> _Exercise objective_
Copy, from the entries below, each line where the word "node" can be found.

> _Data shown_
-- Opening Marker --

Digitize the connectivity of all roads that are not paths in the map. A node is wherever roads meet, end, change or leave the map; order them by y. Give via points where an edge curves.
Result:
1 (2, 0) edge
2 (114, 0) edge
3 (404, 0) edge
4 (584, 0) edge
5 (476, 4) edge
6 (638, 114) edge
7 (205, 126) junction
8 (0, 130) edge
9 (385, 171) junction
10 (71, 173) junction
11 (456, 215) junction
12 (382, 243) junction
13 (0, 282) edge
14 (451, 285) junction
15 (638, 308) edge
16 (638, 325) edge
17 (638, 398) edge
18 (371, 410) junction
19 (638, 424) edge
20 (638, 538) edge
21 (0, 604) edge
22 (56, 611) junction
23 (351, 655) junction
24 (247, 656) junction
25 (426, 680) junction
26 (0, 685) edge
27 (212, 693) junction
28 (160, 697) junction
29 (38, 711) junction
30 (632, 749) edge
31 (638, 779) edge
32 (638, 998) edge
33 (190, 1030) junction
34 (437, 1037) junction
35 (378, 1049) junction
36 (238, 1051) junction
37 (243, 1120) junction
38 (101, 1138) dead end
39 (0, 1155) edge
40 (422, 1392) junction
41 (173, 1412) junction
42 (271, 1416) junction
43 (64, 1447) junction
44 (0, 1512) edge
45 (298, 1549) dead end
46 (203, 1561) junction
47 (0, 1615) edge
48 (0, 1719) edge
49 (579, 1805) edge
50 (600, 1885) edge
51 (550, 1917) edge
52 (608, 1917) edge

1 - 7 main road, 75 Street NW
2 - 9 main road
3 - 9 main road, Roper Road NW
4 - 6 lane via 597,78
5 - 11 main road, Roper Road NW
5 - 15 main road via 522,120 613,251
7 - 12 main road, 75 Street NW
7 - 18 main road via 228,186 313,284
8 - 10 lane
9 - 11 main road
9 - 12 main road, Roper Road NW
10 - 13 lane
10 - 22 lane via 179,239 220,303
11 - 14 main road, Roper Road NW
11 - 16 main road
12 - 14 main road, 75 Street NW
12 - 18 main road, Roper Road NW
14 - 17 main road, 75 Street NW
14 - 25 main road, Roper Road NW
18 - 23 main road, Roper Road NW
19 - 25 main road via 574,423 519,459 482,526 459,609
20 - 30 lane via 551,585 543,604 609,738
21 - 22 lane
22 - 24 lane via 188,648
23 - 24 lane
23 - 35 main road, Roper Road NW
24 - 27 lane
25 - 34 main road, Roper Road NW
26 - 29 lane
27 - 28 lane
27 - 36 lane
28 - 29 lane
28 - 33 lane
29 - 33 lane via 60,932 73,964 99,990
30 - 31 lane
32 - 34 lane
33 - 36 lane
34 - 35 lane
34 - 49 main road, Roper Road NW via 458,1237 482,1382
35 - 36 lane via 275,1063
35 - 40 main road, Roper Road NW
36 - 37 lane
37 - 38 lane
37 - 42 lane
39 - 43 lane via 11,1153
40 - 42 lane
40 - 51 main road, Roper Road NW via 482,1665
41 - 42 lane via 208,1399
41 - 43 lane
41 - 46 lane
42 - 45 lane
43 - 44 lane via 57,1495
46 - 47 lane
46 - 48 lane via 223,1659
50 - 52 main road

-- Closing Marker --
-- Opening Marker --

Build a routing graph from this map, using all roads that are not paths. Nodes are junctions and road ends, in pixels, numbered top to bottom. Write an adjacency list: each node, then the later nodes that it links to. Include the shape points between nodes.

-- Closing Marker --

> _Completed exercise_
Digitize the connectivity of all roads that are not paths in the map. A node is wherever roads meet, end, change or leave the map; order them by y. Give via points where an edge curves.
Build a routing graph from this map, using all roads that are not paths. Nodes are junctions and road ends, in pixels, numbered top to bottom. Write an adjacency list: each node, then the later nodes that it links to. Include the shape points between nodes.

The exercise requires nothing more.